At Gracewood State Hospital in Georgia these regulations would require the separation of mentally retarded children which require constant medical surveillance. Physicians have informed me that compliance with these regulations would result in the death of some of these children. I will illustrate that, Mr. Chairman, if I might. I doubt that many people who wrote these regulations have ever gone into one of the institutions that we are talking about but I did and I would just like to relate one thing.

Senator TALMADGE. Would you yield at that point?

Governor BUSBEE. Yes.

Senator TALMADGE. I am thoroughly familiar with what you are talking about. The director of the staff is now working on the matter. I think you are entirely correct, the people who wrote the regulations have not been in those institutions.

Governor BUSBEE. I don't think there is any magic in the number four which limits you to four patients per room and requires you to build a wall. It took us 18 months before we found out we could build a partial wall where we continue to have air conditioning and so forth. Where you have 275 children that are patients, of this 275 there are 252 that have seizures on the average of 30 to 60 times per month, and where half of them have tubes such as in a tracheotomy to sustain life and I am not going to describe any further the condition of these people other than to say that each time they vomit they must be resuscitated and if they are not they die.

To say that you are going to build a wall around each four beds down there, even if it can come down from the ceiling 3 feet, is something that we will not do regardless of the regulation if it is going to kill these patients.

Needless to say, I will not jeopardize their lives.
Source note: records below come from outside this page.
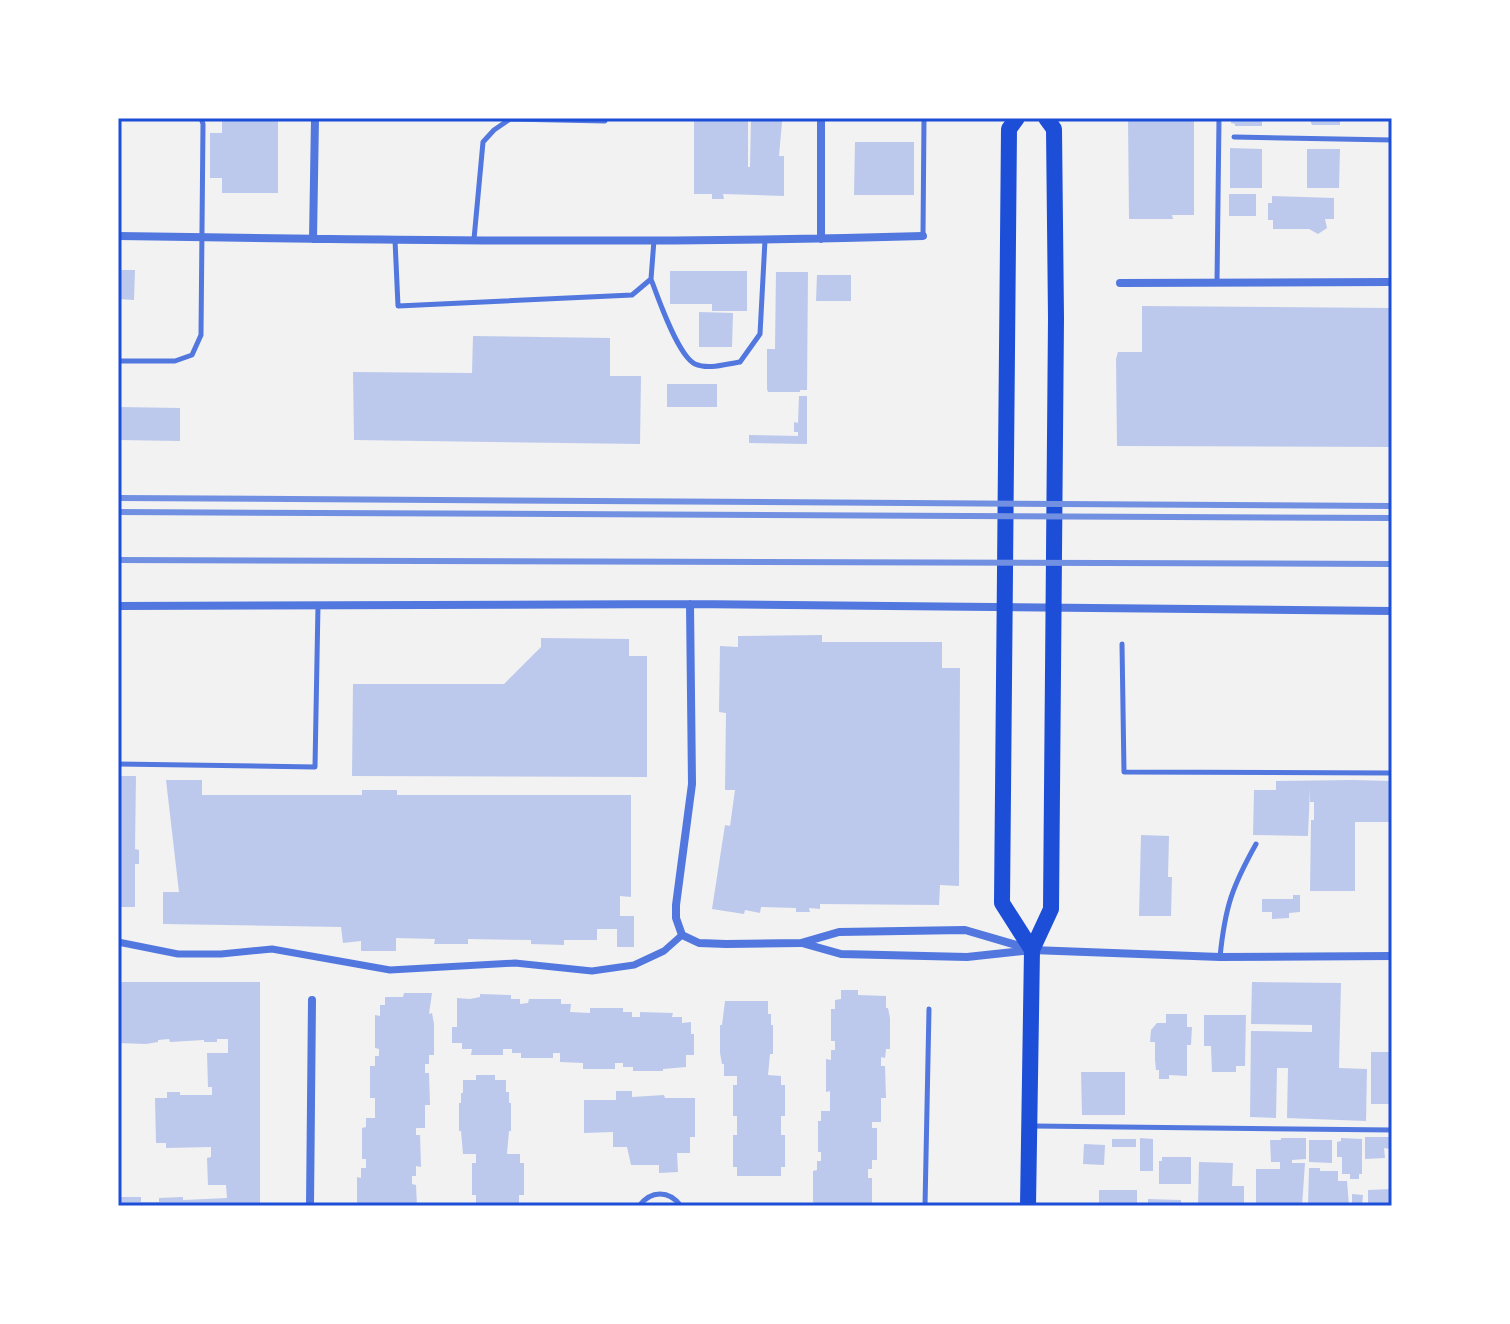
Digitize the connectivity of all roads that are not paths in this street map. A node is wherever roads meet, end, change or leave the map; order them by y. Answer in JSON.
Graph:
{"nodes":[{"id":1,"x":201,"y":118,"type":"edge"},
{"id":2,"x":315,"y":118,"type":"edge"},
{"id":3,"x":821,"y":118,"type":"edge"},
{"id":4,"x":924,"y":118,"type":"edge"},
{"id":5,"x":1017,"y":118,"type":"edge"},
{"id":6,"x":1046,"y":118,"type":"edge"},
{"id":7,"x":1219,"y":118,"type":"edge"},
{"id":8,"x":605,"y":121,"type":"dead end"},
{"id":9,"x":1234,"y":137,"type":"dead end"},
{"id":10,"x":1392,"y":140,"type":"edge"},
{"id":11,"x":118,"y":236,"type":"edge"},
{"id":12,"x":923,"y":236,"type":"joint"},
{"id":13,"x":202,"y":237,"type":"junction"},
{"id":14,"x":313,"y":239,"type":"junction"},
{"id":15,"x":474,"y":239,"type":"junction"},
{"id":16,"x":654,"y":239,"type":"junction"},
{"id":17,"x":765,"y":239,"type":"junction"},
{"id":18,"x":821,"y":239,"type":"junction"},
{"id":19,"x":395,"y":240,"type":"junction"},
{"id":20,"x":651,"y":279,"type":"junction"},
{"id":21,"x":1392,"y":282,"type":"edge"},
{"id":22,"x":1120,"y":283,"type":"dead end"},
{"id":23,"x":1217,"y":283,"type":"junction"},
{"id":24,"x":118,"y":361,"type":"edge"},
{"id":25,"x":690,"y":604,"type":"junction"},
{"id":26,"x":318,"y":605,"type":"junction"},
{"id":27,"x":118,"y":606,"type":"edge"},
{"id":28,"x":1392,"y":611,"type":"edge"},
{"id":29,"x":1122,"y":644,"type":"dead end"},
{"id":30,"x":118,"y":764,"type":"edge"},
{"id":31,"x":1392,"y":773,"type":"edge"},
{"id":32,"x":1256,"y":844,"type":"dead end"},
{"id":33,"x":682,"y":935,"type":"junction"},
{"id":34,"x":118,"y":942,"type":"edge"},
{"id":35,"x":801,"y":943,"type":"junction"},
{"id":36,"x":1032,"y":950,"type":"junction"},
{"id":37,"x":1392,"y":956,"type":"edge"},
{"id":38,"x":1220,"y":957,"type":"junction"},
{"id":39,"x":312,"y":1000,"type":"dead end"},
{"id":40,"x":929,"y":1009,"type":"dead end"},
{"id":41,"x":1029,"y":1126,"type":"junction"},
{"id":42,"x":1392,"y":1130,"type":"edge"},
{"id":43,"x":310,"y":1206,"type":"edge"},
{"id":44,"x":639,"y":1206,"type":"edge"},
{"id":45,"x":681,"y":1206,"type":"edge"},
{"id":46,"x":925,"y":1206,"type":"edge"},
{"id":47,"x":1028,"y":1206,"type":"edge"}],
"edges":[{"from":1,"to":13,"type":"lane"},
{"from":2,"to":14,"type":"street"},
{"from":3,"to":18,"type":"street"},
{"from":4,"to":12,"type":"lane"},
{"from":5,"to":36,"type":"main road"},
{"from":6,"to":36,"type":"main road"},
{"from":7,"to":23,"type":"lane"},
{"from":8,"to":15,"type":"lane"},
{"from":9,"to":10,"type":"lane"},
{"from":11,"to":13,"type":"street"},
{"from":12,"to":18,"type":"street"},
{"from":13,"to":14,"type":"street"},
{"from":13,"to":24,"type":"lane"},
{"from":14,"to":19,"type":"street"},
{"from":15,"to":16,"type":"street"},
{"from":15,"to":19,"type":"street"},
{"from":16,"to":17,"type":"street"},
{"from":16,"to":20,"type":"lane"},
{"from":17,"to":18,"type":"street"},
{"from":17,"to":20,"type":"lane"},
{"from":19,"to":20,"type":"lane"},
{"from":21,"to":23,"type":"street"},
{"from":22,"to":23,"type":"street"},
{"from":25,"to":26,"type":"street"},
{"from":25,"to":28,"type":"street"},
{"from":25,"to":33,"type":"street"},
{"from":26,"to":27,"type":"street"},
{"from":26,"to":30,"type":"lane"},
{"from":29,"to":31,"type":"lane"},
{"from":32,"to":38,"type":"lane"},
{"from":33,"to":34,"type":"street"},
{"from":33,"to":35,"type":"street"},
{"from":35,"to":36,"type":"street"},
{"from":35,"to":36,"type":"street"},
{"from":36,"to":38,"type":"street"},
{"from":36,"to":41,"type":"main road"},
{"from":37,"to":38,"type":"street"},
{"from":39,"to":43,"type":"street"},
{"from":40,"to":46,"type":"lane"},
{"from":41,"to":42,"type":"lane"},
{"from":41,"to":47,"type":"main road"},
{"from":44,"to":45,"type":"lane"}]}
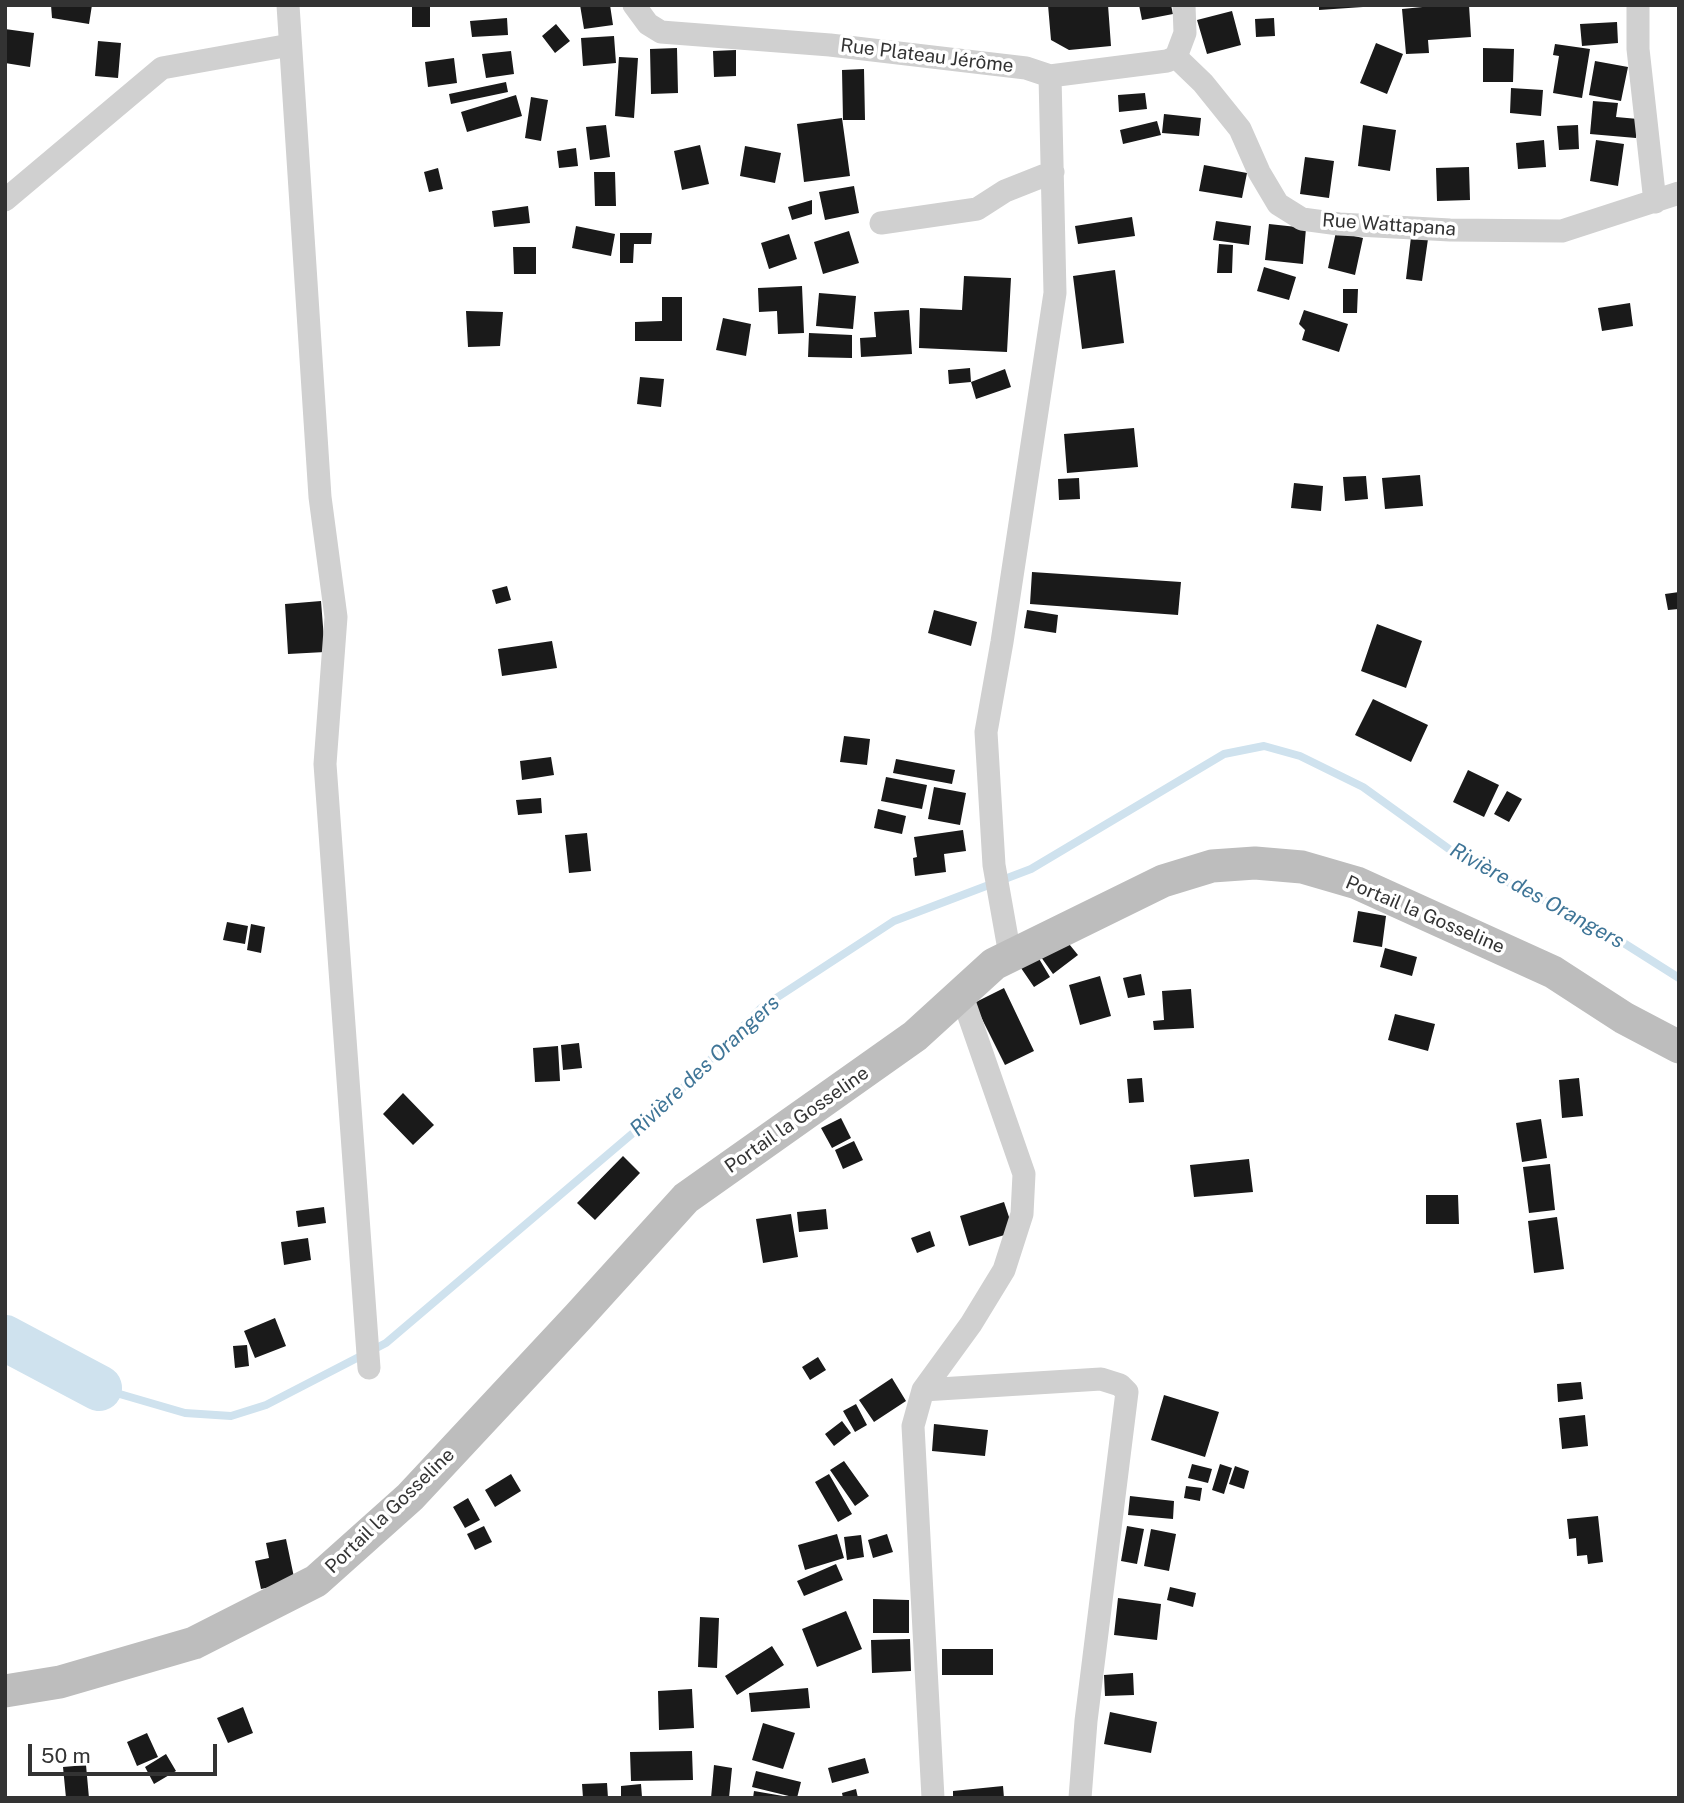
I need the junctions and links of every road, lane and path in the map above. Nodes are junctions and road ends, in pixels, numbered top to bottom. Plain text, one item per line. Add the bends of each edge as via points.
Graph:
1 (288, 5) edge
2 (634, 5) edge
3 (1184, 5) edge
4 (1638, 5) edge
5 (290, 45) junction
6 (1176, 57) junction
7 (1050, 76) junction
8 (1053, 172) junction
9 (1679, 193) edge
10 (5, 200) edge
11 (1655, 202) junction
12 (881, 223) dead end
13 (1010, 956) junction
14 (961, 993) junction
15 (1679, 1047) edge
16 (369, 1368) dead end
17 (923, 1390) junction
18 (5, 1691) edge
19 (933, 1798) edge
20 (1080, 1798) edge

1 - 5 street
2 - 7 street, Rue Plateau Jérôme via 648,24 661,32 830,45 1026,68
3 - 6 street via 1185,33
4 - 11 street
5 - 10 street via 162,68
5 - 16 street via 320,497 336,617 325,764
6 - 7 street, Rue Plateau Jérôme
6 - 11 street, Rue Wattapana via 1240,129 1278,204 1302,219 1450,230 1562,231
7 - 8 street
8 - 12 street via 1005,191 977,209
8 - 13 street via 1055,293 986,732 994,865
9 - 11 street, Rue Wattapana
13 - 14 street, Portail la Gosseline
13 - 15 street, Portail la Gosseline via 1163,881 1212,866 1302,867 1357,883 1553,972
14 - 17 street via 1024,1174 1023,1214 1004,1270
14 - 18 street, Portail la Gosseline via 915,1036 686,1198 410,1497 316,1581 194,1643 60,1682
17 - 19 street via 913,1426
17 - 20 street via 1101,1379 1127,1392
Now with the cooperation of Secretary Mathews, negotiations are underway to modify these arbitrary requirements. If HEW had consulted more effectively with States and assisted in the development of plans of compliance, a great deal of cost, confusion and suffering could have been avoided.

The Governors applaud the provisions of S. 3205 which require that regulations pertaining to this act must be issued by the HEW Secretary within 13 months of passage. We waited for almost 4 years for regulations from HEW that would guide us in complying with the Federal law requiring States to reimburse nursing homes on a reasonable cost-related basis. Now after waiting 4 years we received the guidelines on July 1, 1976, the same day that the law regarding reasonable cost reimbursement was to have taken effect. It will now be another 18 months before congressional intent is fully implemented --more than 5 years after the law was passed.

On these provisions we are in general agreement. Like the principles of our resolution on medicaid reform, the answers to these problems are relatively simple and straightforward in other areas, while we are in agreement on principle as to what should be addressed, solu-tions are not so simple or straight forward.

Recognizing this, the Governors took an additional action at our last conference in support of our medicaid resolution. In order to assist in the development of specific solutions in reforming the medicaid program, Governor Cecil Andrus of Idaho, chairman of the National Governors' Conference, named an 11-member special task force. As chairman of this task force I pledge to you our full cooperation and willingness to work with you in providing ideas, gubernatorially certified accurate data, and the benefit of our experience in the day to day management of this complex program.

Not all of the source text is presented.